Jones finished the 2019 season with 22 receptions for 312 yards and 2 touchdowns through 8 games. This was good enough to be ranked 10th in AAF's receiving yards and tied for 6th in touchdown catches. Jones also had two carries for 16 yards.

===Second stint with Empire===
After the AAF suspended football operations, Jones re-signed with the Albany Empire of the AFL on April 10, 2019. For the first game of the year, Jones contributed to the win with 11 catches for 94 yards and a score. After recording back to back games with over 100 receiving yards and 2 touchdowns, Jones was suspended so that he could work out with the Tennessee Titans of the NFL. Jones did not miss a game, having been reinstated in time for a 10 catch, 179 yard and 3 touchdown performance in week 4 to keep Albany undefeated. It was not until Jones' streak of 5 games with 100 yards receiving was broken that the Empire had their first loss of the season. In 12 regular season games, Jones had 9 games with at least 100 yards receiving, and continued his streak of scoring at least once in every game of the regular season. He finished with 1,440 yards and 25 touchdown catches; Jones was the only AFL receiver with at least 1,000 yards in 2019, a year which culminated in Jones and the Empire winning ArenaBowl XXXII.

===Montreal Alouettes===
In October 2019, Jones was selected in the 10th round (74th overall) by the Seattle Dragons in the Skills Portion of the 2020 XFL draft.

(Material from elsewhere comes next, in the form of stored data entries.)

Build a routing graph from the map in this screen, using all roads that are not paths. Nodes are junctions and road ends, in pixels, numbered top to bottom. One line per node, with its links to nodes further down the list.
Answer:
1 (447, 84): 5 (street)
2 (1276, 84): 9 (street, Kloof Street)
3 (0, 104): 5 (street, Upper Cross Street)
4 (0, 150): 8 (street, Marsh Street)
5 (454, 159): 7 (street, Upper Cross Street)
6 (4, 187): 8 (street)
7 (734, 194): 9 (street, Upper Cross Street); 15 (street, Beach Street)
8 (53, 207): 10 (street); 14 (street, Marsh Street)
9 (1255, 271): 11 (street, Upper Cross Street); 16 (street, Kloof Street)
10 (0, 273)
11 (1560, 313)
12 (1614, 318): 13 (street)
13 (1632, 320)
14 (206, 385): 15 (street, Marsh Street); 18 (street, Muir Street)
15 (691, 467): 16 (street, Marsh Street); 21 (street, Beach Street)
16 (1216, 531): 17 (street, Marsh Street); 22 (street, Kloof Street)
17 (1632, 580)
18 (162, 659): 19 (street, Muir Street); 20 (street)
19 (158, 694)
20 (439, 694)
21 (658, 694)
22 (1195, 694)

Jones did not sign with the XFL, and instead signed a two-year contract with the Montreal Alouettes of the Canadian Football League on December 4, 2019. He was placed on the retired list by the team on June 22, 2021, after receiving a job offer from Lululemon.

===Third stint with Empire===
Jones signed with the relaunched Albany Empire of the NAL on June 17, 2021.

===Carolina Cobras===
On July 14, 2022, Jones signed with the Carolina Cobras of the NAL.

==Career statistics==

===NAL===

| Year | Team |
| Rec | Yds | TD |
| 2017 | High Country | 66 | 685 | 16 |
| Career |  | 66 | 685 | 16 |

===AFL===
====Regular season====

| Year | Team | GP | Receiving |  |  |  | Rushing |  |  |  |  |
| Rec | Yds | Avg | TD | Rush | Yds | Avg | TD |
| 2018 | Albany | 12 | 77 | 1,156 | 15.0 | 29 | 21 | 40 | 1.9 | 5 |
| 2019 | Albany | 12 | 96 | 1,440 | 15.0 | 25 | 6 | 17 | 2.8 | 1 |
| Total |  | 24 | 173 | 2,596 | 15.0 | 54 | 27 | 57 | 2.1 | 6 |

====Playoffs====

| Year | Team | GP | Receiving |  |  |  | Rushing |  |  |  |  |
| Rec | Yds | Avg | TD | Rush | Yds | Avg | TD |
| 2018 | Albany | 2 | 17 | 283 | 16.6 | 7 | 2 | 6 | 3.0 | 0 |
| 2019 | Albany | 2 | 8 | 136 | 17.0 | 1 | 2 | -6 | -3.0 | 0 |
| Total |  | 4 | 25 | 419 | 16.8 | 8 | 4 | 0 | 0 | 0 |

===AAF===

| Year | Team | GP | Receiving |  |  |  | Rushing |  |  |  |  |
| Rec | Yds | Avg | TD | Rush | Yds | Avg | TD |
| 2019 | ATL | 8 | 22 | 312 | 14.2 | 2 | 2 | 16 | 8.0 | 0 |
| Total |  | 8 | 22 | 312 | 14.2 | 2 | 2 | 16 | 8.0 | 0 |

===College===
Source:

| Year | Team | Receiving |  |  |  |  |
| Rec | Yards | Avg | Yds/G | TD |
| 2012 | Appalachian State | 32 | 370 | 11.6 | 30.8 | 2 |
| 2013 | Appalachian State | 31 | 293 | 9.5 | 24.4 | 0 |
| 2014 | Appalachian State | 36 | 585 | 16.2 | 48.8 | 3 |
| 2015 | Appalachian State | 25 | 463 | 18.5 | 35.6 | 3 |
| Career |  | 124 | 1,711 | 13.8 | 34.9 | 8 |

==Personal life==
His father, Andre Jones, was a starting defensive end on the 1988 Notre Dame Fighting Irish football team. He was drafted in the 7th round of the 1991 NFL Draft by the Pittsburgh Steelers. He also played for the Detroit Lions and the Winnipeg Blue Bombers of the Canadian Football League (CFL).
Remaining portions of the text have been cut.